By TAPU MISA
I have had enough of the Alliance spat. I really have. It's not like I haven't had enough internal squabbling of my own to contend with this past week of the school holidays.
The difference between me and the Alliance is that I'd never have let it go on this long. At our house the guilty party would have been dispatched to his or her room for some quiet reflection. Or had their television viewing rights cancelled for a week. And maybe his pocket money diverted back into the family account.
If that failed, I'd have to dispense summary justice in the form of a smacked bottom. If that didn't work, I'd threaten to leave home - or at least, to have the offender adopted.
The trouble with that strategy is that I first had to work out who was in the wrong, and that wasn't always easy because, like the Alliance squabble, everyone in my house is always completely blameless.
Out in the Alliance's South Auckland sector, which happens also to be strongly Pacific Island, they know what every mother should that in such matters there is seldom an innocent party.
Political commentators can say what they like about the highfalutin intangibles involved like integrity, loyalty and, if there is such a thing in politics, the moral high ground.
But in the grassroots, among the people a lefty party like the Alliance is supposed to be pulling for, those intangibles are somewhat irrelevant.
Out South, they're a lot more pragmatic - which is perhaps why Jim Anderton is choosing Otara to launch his public offensive tonight. If he's going to be welcomed anywhere outside his Wigram stronghold, it's here, in the heart of South Auckland.
Never mind the strategising by the high priests of the party, and the hand-wringing over their diving popularity in the polls. Those I've talked to in the Pacific faction see no reason to differentiate from a Coalition that's starting to deliver on the things that matter to them. Like jobs, low-rent houses big enough for the extended family, good schools, and access to affordable healthcare.
Frankly, they're not too bothered by the waka-jumping charges, either. The Samoan sector has decided to follow Jim, its co-ordinator Ruta Romanovsky told me, because he's taken them and their policies seriously. Because he has done what he promised to do in the Coalition: work with Labour.
But there's another reason that they and the rest of the Pacific sector will side with Jim. And that's the yawning chasm between them and the party's latte-swilling ruling class, which they've seen as arrogant and out of step with their concerns.
Alliance meetings have bristled with the kind of fear and loathing that would have been more understandable at, say, an Act Party conference. There have been racist outbursts. At one meeting, a Palagi delegate abused a Pacific Island delegate and told her she should go back to the islands.

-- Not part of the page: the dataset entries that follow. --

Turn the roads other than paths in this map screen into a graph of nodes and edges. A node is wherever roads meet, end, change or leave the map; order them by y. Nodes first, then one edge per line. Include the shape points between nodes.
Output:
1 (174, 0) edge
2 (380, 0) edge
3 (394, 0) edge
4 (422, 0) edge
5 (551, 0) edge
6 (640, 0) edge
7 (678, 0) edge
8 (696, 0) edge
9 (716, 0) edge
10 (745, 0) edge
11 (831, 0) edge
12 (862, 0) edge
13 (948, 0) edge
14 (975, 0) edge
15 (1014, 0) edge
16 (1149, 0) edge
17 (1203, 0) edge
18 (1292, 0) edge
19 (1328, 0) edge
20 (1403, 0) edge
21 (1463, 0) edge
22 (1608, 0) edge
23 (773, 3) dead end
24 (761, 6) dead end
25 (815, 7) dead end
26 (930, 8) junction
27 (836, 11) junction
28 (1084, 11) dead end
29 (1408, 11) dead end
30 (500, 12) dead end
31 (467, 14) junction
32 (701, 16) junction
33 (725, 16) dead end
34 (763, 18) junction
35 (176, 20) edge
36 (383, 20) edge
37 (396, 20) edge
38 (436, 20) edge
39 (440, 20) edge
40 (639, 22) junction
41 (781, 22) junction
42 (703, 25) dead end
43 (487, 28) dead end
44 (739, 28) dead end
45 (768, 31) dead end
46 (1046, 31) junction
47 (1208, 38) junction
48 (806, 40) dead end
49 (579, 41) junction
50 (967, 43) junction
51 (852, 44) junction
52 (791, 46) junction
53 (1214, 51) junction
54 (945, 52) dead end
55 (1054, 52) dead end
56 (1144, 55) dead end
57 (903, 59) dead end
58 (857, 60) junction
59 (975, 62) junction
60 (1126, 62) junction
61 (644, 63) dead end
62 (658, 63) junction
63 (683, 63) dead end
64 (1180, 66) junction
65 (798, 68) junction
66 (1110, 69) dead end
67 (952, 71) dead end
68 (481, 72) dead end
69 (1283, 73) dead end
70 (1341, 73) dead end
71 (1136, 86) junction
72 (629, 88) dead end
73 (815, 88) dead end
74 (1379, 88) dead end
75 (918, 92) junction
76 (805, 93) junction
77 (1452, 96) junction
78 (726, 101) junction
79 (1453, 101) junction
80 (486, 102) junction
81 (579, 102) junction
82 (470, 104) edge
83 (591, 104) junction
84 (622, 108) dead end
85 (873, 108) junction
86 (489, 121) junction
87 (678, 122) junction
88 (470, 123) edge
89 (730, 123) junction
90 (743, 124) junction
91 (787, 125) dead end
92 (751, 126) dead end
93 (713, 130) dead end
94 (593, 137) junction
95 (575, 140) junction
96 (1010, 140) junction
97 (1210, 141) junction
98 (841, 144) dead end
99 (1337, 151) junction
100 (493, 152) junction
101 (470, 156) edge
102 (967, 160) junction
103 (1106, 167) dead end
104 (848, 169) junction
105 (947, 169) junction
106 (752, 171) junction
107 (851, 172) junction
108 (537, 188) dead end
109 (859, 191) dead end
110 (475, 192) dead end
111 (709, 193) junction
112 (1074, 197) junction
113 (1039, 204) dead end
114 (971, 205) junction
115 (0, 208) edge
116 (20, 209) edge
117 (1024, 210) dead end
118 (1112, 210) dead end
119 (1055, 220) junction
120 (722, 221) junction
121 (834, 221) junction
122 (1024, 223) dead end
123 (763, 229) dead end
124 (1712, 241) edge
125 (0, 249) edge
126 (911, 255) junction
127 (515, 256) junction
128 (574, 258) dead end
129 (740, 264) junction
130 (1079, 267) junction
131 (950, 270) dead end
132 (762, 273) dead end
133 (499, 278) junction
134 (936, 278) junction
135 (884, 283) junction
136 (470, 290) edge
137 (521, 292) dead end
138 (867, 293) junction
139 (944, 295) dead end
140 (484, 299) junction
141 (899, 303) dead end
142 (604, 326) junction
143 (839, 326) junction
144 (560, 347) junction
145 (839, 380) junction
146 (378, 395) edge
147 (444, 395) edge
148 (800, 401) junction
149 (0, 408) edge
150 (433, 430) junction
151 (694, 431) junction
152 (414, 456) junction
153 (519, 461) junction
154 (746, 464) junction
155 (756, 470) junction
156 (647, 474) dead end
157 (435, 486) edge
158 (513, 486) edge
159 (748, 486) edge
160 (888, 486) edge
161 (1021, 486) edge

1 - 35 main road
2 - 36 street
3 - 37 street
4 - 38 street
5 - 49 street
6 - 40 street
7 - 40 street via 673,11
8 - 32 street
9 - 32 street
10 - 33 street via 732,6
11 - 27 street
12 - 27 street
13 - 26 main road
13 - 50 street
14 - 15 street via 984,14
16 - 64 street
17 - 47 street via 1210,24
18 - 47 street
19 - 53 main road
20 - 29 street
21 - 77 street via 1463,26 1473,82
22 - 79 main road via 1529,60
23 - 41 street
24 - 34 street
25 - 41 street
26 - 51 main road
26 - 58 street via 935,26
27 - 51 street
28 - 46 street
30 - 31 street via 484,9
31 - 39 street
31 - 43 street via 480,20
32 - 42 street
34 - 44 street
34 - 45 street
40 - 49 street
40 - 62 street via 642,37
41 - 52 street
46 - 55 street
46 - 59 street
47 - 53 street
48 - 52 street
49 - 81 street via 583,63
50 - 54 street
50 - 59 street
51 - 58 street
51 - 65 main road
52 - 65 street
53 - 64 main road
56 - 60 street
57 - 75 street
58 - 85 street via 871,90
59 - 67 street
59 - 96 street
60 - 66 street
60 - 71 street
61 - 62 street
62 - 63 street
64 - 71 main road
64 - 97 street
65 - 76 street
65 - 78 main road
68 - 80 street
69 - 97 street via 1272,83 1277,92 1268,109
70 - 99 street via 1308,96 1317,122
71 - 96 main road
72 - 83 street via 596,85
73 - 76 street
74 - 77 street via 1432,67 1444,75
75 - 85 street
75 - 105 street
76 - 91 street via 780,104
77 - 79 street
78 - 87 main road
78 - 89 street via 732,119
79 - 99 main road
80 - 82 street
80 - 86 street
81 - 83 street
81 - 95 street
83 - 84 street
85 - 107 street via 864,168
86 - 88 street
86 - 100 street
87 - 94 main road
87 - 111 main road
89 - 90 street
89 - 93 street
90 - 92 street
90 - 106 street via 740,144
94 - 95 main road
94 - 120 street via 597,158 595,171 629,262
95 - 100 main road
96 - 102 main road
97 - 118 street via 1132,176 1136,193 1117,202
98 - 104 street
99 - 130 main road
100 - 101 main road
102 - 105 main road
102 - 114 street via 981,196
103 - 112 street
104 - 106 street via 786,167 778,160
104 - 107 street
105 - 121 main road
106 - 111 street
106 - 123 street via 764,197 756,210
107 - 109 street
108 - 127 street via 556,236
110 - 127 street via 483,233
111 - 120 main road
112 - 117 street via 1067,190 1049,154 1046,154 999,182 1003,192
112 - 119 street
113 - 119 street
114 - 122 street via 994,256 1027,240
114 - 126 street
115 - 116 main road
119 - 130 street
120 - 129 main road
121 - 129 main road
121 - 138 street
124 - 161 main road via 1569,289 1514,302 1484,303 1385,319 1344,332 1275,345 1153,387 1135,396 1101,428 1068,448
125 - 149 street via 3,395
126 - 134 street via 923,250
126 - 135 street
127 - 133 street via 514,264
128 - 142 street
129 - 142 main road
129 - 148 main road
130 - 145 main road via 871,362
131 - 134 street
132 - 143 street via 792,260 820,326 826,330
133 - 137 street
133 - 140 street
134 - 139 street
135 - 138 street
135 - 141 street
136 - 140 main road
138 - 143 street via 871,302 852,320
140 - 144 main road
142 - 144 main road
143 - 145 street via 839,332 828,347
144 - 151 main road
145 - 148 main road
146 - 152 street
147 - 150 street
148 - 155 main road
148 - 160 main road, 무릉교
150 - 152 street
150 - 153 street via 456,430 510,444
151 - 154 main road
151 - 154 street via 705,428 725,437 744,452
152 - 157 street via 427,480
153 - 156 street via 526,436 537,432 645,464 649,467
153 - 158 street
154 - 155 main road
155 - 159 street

And the South Auckland sector is still smarting over the local body elections, when attempts were made to dissuade them from putting up one Cambodian and two Pacific Island candidates for the Auckland Regional Council because it was thought the brown faces would turn off voters. With only $3000 between them to campaign with, they won 45,000 votes. Not enough to get elected, but several times more than most Palagi Alliance candidates.
And they have their own take on the main players.
Laila Harre may be the darling of liberal and even conservative highbrows, but she is not theirs. They weren't impressed by her push to talk to striking Herald workers last June, nor of what they'd seen as her dismissal of their attempts to push through a remit supporting a Pacific Island radio network (because she backed youth radio).
And neither has Matt McCarten, as engaging and media-savvy as he is, won their hearts and minds. They haven't yet forgiven him for splitting the Auckland mayoral vote and letting John Banks through. Nor for turning up to their ARC celebration only to tell them he was off to Banks' party.
The Pacific sector's stance over the debate on New Zealand's involvement in the war in Afghanistan, and Matt Robson's nomination - half of those who turned out to a meeting to support his inclusion on the party list were Pacific Island - has placed them firmly in Anderton's camp.
Tonight's Otara meeting would seem to be just a formality. Probably concerned with weighty issues like what they're going to call the new party.